I must digress at this point to take note of my intellectual and political concerns from the mid-thirties to the outbreak of World War II. Although my general field of study was modern European history, my more specific interests centered on nationalism as a political force, the intellectual history of 19th century Europe (and on this subject Jacques Barzun created for my benefit a graduate seminar at Columbia), and the nature and theory of history itself. Politically I had come to the conclusion by the mid-thirties that fascism and communism posed in differing guises and for differing reason a mortal threat to the continuation of the liberal and humanistic achievements of western civilization. In reaching this conclusion I had been much influenced by the writings of the great Italian historian-philosopher Benedetto Croce. The failure of the League of Nations to check the Japanese conquest of Manchuria and Mussolini's invasion of Ethiopia convinced me that a general war had become inevitable, at least on a Europe-wide scale.

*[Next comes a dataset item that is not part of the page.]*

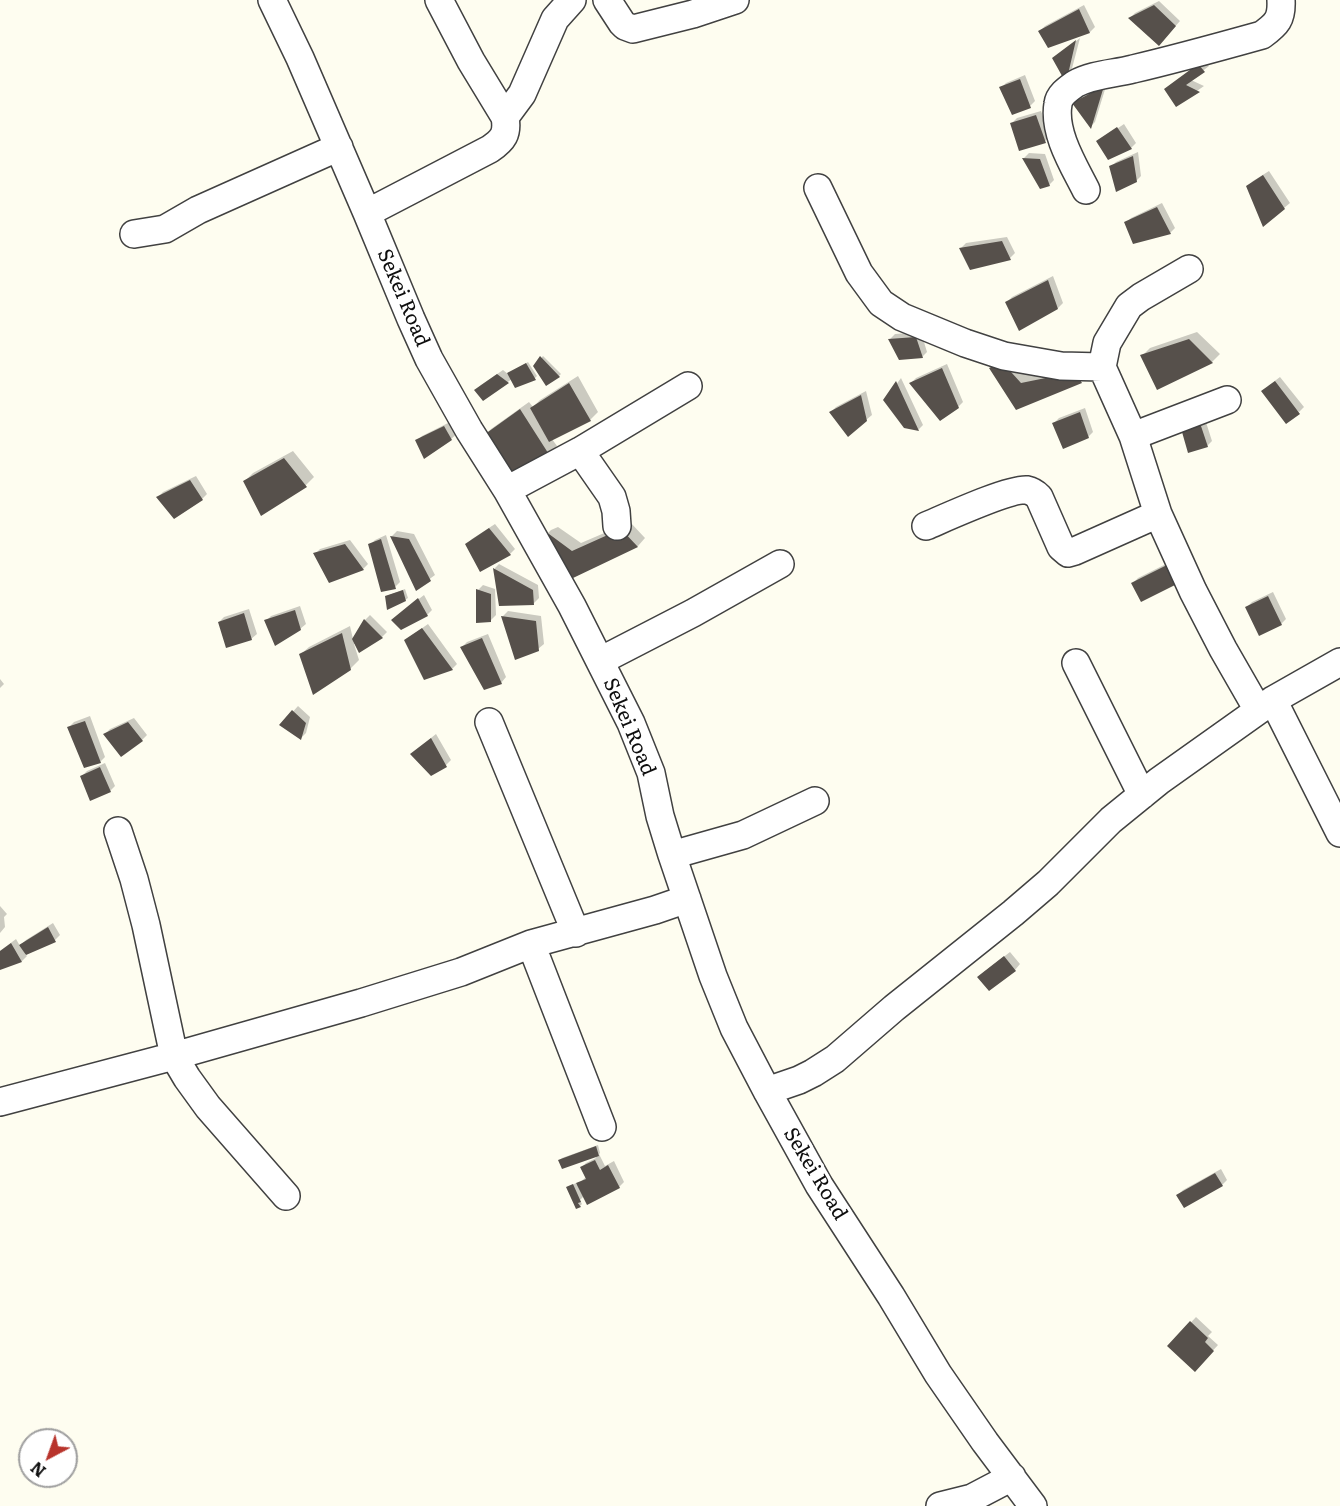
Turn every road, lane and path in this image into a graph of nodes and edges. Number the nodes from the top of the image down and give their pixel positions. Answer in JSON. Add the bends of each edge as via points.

Pearl Harbor—The War Years
Pearl Harbor marked the end of the entire Historical Records Research Program on which I had been employed. I later applied for a commission in the Navy as a junior officer, and served in the Pacific Theater. As a communications officer on the staff of the commander of the amphibious forces of the Pacific fleet, I participated in the Iwo Jima and Okinawa operations.
At the end of the war, I applied for and received a post-war fellowship from the Rockefeller Foundation for research on Italian political developments in the 20th century, particularly the liberal opposition to fascism in Italy.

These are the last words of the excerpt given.